Number of sets $=\dfrac{\text{cache size}}{\text{(size of a block * No. of blocks in a set)}}$

$=\dfrac{128 * 64}{(64 * 4)}\text{ (4 way set associative means 4 blocks in a set)}$

$= 32.$

So, number of index (LINE) bits $= 5$ and number of WORD bits $= 6$ size cache block (line) size is $64.$

So, number of TAG bits $= 20 - 6 - 5 = 9.$

edited
But in some book answer is option B , as it is asking no of bits in TAG , LINE , WORD which will be 7,7,6 . I am confused which is correct ?
If you are not getting explanation answer does not matter.

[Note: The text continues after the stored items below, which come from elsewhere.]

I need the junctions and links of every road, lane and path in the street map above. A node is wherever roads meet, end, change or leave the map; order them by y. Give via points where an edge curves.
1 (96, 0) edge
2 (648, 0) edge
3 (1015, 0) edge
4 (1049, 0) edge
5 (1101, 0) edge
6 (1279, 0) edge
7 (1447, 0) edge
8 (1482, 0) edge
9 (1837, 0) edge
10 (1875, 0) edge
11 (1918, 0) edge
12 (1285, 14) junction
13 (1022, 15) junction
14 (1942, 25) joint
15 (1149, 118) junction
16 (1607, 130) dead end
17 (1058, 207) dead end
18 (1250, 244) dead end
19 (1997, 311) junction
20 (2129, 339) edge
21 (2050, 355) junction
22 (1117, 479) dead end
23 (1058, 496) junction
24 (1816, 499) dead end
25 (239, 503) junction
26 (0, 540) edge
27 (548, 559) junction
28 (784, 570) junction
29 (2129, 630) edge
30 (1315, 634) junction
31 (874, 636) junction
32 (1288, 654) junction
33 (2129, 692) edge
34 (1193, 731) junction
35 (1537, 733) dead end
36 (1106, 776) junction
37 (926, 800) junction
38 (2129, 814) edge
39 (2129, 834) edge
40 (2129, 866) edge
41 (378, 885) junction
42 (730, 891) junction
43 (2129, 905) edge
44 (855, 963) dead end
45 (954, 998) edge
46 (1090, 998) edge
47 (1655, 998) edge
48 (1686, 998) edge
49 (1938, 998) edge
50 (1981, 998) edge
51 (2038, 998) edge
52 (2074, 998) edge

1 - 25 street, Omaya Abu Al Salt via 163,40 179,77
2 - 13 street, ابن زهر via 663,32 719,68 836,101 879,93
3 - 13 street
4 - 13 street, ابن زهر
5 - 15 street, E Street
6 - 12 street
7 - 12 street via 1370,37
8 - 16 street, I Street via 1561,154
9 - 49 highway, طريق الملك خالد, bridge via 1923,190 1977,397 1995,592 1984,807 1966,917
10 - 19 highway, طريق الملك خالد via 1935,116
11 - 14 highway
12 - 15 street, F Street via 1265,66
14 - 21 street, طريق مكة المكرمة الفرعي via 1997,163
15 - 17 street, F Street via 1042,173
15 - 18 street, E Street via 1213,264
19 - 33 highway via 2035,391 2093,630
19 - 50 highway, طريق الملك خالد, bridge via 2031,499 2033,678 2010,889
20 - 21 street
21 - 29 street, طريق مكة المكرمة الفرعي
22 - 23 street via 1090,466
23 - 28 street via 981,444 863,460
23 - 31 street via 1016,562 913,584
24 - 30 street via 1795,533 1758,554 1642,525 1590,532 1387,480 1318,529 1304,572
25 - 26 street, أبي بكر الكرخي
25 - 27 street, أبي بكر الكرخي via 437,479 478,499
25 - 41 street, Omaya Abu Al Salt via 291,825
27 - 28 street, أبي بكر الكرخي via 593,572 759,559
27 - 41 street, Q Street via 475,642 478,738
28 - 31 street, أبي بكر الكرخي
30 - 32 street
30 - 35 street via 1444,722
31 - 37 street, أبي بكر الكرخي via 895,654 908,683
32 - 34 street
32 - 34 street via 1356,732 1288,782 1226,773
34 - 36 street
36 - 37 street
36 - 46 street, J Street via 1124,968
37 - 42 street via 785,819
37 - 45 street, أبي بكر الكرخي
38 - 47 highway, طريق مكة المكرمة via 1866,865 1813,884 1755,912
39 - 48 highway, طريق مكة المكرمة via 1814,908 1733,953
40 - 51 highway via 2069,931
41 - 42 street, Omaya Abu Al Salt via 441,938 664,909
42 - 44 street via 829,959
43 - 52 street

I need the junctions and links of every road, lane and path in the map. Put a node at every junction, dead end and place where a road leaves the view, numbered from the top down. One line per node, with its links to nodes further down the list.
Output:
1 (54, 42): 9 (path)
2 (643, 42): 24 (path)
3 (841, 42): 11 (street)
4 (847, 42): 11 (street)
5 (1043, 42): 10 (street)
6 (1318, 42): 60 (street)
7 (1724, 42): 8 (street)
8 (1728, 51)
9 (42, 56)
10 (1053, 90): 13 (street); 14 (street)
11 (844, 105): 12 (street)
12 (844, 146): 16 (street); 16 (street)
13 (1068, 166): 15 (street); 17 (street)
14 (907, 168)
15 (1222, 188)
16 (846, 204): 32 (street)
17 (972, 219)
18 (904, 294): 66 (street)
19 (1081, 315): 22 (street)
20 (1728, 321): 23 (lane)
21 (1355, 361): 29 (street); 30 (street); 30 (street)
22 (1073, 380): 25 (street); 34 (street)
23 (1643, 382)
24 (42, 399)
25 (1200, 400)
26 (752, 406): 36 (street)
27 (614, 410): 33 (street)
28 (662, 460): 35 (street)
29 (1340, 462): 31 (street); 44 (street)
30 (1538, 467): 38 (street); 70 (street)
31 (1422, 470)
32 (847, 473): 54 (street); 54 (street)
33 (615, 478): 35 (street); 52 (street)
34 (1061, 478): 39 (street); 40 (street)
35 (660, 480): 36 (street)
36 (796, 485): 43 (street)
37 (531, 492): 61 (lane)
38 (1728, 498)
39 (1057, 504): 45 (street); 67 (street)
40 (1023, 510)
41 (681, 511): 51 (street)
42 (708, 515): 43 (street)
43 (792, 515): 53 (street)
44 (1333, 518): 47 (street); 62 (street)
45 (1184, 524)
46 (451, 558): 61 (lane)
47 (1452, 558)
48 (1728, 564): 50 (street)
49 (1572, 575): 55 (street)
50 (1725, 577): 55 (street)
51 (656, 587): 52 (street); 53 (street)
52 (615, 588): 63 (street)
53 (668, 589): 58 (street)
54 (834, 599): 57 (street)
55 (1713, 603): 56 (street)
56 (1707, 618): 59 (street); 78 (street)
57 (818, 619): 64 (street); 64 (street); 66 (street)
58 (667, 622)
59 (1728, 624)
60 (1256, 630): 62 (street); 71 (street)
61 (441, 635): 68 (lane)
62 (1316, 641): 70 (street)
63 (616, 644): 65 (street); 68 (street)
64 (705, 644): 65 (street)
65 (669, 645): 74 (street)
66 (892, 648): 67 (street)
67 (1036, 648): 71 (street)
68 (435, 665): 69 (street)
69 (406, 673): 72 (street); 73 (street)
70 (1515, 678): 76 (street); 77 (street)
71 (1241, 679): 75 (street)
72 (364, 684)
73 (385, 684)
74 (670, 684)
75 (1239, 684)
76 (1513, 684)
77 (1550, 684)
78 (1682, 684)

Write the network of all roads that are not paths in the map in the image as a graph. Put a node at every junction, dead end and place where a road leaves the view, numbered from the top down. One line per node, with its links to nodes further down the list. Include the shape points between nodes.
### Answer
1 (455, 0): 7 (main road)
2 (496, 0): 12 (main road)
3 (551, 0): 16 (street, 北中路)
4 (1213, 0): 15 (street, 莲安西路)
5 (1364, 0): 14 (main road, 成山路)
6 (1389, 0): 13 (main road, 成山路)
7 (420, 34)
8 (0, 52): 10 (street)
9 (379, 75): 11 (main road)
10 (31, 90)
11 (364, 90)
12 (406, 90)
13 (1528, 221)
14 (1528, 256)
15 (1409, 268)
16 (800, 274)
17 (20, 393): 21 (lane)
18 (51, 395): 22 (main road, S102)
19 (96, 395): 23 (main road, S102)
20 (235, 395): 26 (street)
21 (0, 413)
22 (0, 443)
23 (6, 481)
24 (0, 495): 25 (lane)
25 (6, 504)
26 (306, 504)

Also, if GATE books were anywhere near good enough this site would not have been made.
Answer would be 9 7 6

@arjun sir

line here refer to  index offset ?
Sir, middle one is LINE, not SET, so it should be 7... not 5 .... answer is not in option.
How we will know in exam, that line means Index is here?
In my opinion, the word "line" has been used interchangeably as both "block" and "set" in the question, thus raising the ambiguity.
Number of word bits is 6 as explained and number of index bits is 5 which will then produce tag bits to be 20-6-5 = 9. As in set-associative cache mapping the bits are Tag + Index + Word = Address. So even if the line in actual meaning is asked the other values won't change and hence the answer would be 9,7,6 which is not given. So it is a fair assumption that line here is interchangeably used as index.
@Arjun sir, what was given in the official answer keys declared by IITs in 2007?